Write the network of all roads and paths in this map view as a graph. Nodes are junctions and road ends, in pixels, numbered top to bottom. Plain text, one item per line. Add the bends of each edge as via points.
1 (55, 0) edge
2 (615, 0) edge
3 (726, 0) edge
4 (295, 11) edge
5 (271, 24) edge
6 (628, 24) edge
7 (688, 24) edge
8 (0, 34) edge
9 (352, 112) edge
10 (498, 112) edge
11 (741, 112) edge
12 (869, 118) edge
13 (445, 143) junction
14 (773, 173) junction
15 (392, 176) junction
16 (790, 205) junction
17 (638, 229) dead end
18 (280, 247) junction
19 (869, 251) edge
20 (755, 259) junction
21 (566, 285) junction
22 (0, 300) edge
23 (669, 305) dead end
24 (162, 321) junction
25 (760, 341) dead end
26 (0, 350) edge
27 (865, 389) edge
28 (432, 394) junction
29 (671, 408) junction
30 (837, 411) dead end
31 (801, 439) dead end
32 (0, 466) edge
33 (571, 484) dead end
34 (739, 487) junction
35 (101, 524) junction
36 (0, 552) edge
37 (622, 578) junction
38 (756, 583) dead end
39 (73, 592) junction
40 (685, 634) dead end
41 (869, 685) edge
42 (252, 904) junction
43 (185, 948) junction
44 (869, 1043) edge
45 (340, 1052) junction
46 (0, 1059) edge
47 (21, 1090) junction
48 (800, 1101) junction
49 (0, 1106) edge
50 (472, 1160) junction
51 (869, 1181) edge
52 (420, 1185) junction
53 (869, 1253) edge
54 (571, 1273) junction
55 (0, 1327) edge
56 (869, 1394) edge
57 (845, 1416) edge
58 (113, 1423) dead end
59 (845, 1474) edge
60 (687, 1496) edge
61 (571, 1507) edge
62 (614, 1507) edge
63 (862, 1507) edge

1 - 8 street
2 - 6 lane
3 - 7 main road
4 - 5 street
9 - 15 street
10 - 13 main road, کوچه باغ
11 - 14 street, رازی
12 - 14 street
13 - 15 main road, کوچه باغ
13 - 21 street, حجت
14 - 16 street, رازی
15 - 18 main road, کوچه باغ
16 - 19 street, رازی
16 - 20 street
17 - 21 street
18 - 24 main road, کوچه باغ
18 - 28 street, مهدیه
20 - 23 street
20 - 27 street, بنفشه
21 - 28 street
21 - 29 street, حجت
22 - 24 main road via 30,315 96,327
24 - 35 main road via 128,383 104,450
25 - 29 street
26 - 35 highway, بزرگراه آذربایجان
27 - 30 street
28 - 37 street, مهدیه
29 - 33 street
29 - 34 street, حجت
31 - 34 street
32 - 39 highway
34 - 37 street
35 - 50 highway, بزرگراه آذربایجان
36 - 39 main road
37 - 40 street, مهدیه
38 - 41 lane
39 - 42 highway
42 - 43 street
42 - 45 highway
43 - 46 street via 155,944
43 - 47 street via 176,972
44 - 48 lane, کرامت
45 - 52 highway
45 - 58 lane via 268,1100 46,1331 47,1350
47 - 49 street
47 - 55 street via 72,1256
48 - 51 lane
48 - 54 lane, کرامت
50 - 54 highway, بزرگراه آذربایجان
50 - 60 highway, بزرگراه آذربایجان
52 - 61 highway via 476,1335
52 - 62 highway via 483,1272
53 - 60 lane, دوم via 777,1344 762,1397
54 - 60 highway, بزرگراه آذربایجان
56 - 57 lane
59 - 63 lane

------------------------------------------------------------

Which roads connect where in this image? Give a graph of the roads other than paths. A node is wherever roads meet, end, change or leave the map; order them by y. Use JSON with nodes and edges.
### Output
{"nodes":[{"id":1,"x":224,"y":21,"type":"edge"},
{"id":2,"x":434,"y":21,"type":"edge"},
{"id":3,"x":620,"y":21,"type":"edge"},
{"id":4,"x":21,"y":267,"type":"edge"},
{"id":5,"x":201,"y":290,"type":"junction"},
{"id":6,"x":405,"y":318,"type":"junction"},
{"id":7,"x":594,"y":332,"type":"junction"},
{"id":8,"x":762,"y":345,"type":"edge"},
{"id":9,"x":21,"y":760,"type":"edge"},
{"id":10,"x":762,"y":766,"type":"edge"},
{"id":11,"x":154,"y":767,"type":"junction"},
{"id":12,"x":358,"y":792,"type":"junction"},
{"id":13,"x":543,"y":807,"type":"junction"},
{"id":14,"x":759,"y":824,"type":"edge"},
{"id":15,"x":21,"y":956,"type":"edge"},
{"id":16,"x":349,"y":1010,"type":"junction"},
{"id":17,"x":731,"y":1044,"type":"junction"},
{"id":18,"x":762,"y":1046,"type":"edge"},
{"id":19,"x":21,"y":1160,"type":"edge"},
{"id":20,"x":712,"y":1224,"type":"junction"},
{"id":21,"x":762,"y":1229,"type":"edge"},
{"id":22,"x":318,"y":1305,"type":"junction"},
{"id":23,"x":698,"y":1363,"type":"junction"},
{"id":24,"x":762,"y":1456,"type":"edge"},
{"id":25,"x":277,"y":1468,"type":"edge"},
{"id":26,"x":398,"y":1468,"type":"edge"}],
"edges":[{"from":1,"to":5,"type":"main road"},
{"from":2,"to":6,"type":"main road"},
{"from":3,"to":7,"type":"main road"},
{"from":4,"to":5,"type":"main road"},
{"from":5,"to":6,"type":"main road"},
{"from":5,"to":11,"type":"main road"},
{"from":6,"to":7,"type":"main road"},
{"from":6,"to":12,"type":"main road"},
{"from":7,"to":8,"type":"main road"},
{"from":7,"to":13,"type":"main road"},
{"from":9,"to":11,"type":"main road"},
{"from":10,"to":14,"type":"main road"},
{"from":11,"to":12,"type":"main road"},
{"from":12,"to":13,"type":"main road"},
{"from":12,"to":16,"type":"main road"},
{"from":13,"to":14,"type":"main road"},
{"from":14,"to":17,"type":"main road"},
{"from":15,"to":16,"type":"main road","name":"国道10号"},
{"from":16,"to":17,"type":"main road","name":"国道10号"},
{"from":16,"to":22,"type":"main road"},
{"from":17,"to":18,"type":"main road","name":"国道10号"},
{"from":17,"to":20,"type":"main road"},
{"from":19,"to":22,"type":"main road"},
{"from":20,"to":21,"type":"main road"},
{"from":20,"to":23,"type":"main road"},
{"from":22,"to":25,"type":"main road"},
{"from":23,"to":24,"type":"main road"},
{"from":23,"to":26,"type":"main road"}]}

------------------------------------------------------------

→ **What the exercise asks**:
Check the records above line by line and tally those holding the string "highway". Answer with the number only.

→ **Answer for this exercise**:
11